▶ [Problem to solve]
Check each line below for the word "dead", and copy those that have it.

▶ [Input data]
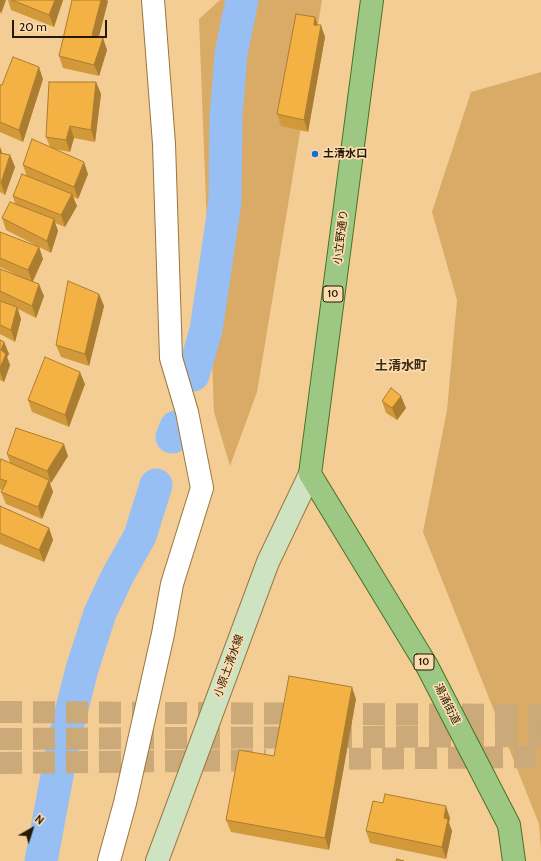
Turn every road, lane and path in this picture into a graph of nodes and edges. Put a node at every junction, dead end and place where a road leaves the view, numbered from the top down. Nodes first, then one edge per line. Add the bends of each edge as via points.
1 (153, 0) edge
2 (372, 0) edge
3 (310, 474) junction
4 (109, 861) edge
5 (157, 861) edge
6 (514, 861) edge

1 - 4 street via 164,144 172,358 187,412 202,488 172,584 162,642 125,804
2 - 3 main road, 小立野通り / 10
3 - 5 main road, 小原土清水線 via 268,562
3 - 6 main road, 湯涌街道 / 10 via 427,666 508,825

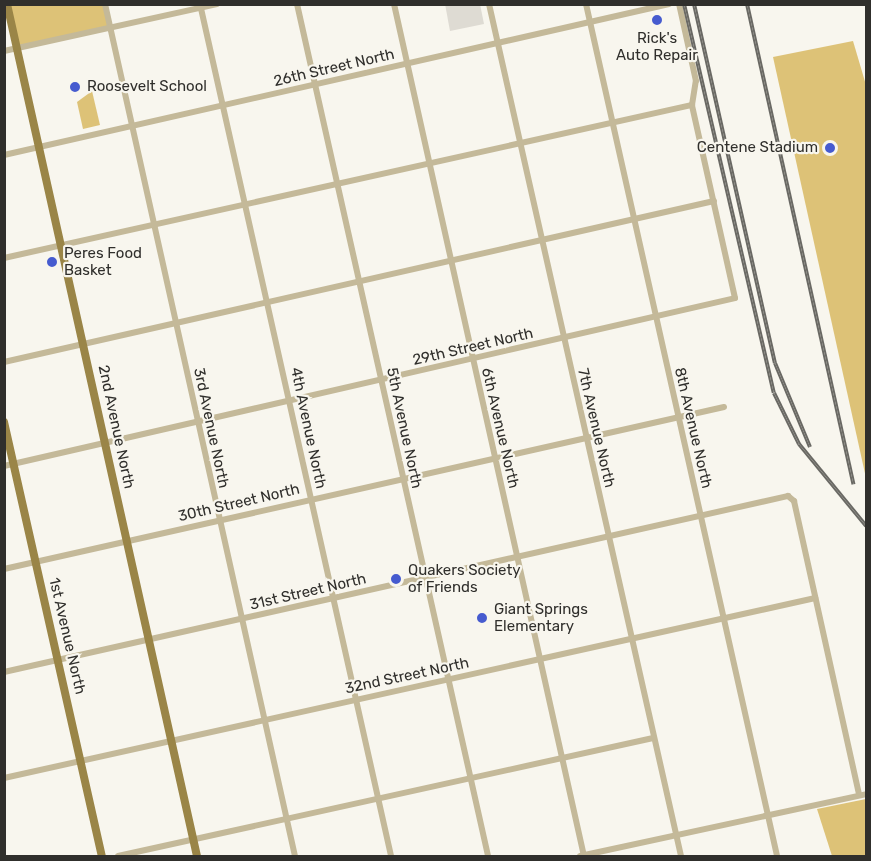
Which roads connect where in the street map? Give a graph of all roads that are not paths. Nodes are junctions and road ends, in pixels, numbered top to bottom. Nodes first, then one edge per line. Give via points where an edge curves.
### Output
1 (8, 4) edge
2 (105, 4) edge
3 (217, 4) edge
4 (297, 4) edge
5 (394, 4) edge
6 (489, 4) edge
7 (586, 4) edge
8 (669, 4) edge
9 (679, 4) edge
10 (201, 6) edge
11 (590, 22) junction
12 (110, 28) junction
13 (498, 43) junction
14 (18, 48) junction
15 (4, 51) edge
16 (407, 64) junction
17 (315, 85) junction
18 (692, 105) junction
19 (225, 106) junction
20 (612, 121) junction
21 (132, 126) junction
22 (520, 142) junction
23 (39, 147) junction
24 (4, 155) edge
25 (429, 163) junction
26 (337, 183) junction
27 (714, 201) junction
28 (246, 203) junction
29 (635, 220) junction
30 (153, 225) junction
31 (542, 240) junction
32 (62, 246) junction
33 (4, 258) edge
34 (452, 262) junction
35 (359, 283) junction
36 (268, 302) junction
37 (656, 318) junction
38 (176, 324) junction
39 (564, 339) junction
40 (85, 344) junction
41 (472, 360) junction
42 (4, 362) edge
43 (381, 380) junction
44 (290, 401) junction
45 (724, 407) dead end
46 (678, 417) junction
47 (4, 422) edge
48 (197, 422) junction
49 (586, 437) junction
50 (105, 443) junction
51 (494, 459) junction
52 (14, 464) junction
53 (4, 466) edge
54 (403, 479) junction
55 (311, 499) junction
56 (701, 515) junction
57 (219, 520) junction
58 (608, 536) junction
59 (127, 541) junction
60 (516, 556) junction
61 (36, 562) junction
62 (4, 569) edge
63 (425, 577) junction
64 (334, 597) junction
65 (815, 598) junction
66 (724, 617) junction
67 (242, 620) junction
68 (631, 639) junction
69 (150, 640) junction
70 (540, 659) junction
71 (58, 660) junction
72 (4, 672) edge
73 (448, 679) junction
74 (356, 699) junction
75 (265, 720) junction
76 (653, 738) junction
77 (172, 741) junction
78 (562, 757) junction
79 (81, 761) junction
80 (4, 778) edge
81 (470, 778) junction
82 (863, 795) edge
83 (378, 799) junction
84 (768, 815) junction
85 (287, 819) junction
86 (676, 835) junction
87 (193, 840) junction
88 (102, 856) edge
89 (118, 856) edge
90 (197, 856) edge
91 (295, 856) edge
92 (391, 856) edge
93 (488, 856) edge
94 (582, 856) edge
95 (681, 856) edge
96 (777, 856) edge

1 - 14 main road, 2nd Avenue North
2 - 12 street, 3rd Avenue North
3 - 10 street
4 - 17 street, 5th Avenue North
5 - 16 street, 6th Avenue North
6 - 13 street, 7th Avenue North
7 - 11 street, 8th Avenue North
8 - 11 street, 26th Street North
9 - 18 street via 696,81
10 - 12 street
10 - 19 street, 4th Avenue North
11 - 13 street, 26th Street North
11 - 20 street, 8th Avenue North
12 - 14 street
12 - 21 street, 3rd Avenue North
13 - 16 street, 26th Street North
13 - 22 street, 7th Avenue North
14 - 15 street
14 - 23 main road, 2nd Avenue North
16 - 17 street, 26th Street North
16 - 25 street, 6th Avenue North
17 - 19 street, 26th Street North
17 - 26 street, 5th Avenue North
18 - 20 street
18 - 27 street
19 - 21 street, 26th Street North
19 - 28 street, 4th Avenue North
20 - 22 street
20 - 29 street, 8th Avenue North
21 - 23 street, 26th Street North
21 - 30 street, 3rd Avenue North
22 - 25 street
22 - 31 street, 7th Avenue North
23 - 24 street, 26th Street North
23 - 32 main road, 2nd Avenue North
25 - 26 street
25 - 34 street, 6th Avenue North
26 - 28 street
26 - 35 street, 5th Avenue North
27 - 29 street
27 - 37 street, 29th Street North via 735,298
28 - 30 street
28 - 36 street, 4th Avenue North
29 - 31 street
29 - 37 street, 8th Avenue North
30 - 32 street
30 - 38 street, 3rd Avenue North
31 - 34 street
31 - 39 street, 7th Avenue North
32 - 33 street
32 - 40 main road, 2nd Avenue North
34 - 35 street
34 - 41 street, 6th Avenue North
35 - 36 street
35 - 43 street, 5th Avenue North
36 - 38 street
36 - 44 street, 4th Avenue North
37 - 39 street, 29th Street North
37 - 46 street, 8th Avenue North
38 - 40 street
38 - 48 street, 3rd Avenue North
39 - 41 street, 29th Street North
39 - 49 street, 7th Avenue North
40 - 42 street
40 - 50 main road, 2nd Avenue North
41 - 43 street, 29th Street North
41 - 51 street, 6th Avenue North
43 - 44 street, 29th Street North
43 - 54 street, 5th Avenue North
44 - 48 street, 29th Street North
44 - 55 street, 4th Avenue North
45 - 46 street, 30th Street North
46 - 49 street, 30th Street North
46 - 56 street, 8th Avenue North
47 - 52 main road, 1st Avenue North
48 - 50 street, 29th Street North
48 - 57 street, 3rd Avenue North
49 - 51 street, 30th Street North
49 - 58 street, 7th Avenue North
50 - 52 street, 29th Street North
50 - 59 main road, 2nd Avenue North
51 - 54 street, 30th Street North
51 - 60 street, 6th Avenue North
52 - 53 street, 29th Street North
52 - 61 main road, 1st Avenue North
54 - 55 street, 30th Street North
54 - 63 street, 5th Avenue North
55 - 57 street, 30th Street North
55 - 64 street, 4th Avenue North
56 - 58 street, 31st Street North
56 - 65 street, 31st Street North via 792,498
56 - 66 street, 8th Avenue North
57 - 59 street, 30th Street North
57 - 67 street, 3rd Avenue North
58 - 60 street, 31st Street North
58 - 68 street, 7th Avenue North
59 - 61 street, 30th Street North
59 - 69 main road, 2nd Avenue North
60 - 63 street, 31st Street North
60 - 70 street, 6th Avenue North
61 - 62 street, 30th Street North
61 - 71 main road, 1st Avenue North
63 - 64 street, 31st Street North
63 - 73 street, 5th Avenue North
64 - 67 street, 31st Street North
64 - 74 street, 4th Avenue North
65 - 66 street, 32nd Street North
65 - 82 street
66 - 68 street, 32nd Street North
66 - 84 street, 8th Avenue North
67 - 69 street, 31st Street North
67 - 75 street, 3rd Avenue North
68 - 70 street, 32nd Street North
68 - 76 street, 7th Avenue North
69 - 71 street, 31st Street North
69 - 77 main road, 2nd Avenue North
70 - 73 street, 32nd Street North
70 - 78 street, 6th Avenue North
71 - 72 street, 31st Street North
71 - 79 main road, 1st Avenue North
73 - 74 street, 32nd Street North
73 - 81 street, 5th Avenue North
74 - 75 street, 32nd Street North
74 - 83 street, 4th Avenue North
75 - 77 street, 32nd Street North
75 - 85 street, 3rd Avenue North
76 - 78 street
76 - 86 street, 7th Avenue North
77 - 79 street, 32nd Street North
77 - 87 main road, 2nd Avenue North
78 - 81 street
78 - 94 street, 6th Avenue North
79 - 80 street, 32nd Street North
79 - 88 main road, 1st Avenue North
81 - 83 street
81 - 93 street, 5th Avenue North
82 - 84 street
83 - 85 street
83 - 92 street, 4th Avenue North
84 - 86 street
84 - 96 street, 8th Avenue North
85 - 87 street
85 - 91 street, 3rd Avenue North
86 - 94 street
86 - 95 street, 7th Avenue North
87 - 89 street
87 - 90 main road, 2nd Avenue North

▶ [Worked solution]
Turn every road, lane and path in this picture into a graph of nodes and edges. Put a node at every junction, dead end and place where a road leaves the view, numbered from the top down. Nodes first, then one edge per line. Add the bends of each edge as via points.
45 (724, 407) dead end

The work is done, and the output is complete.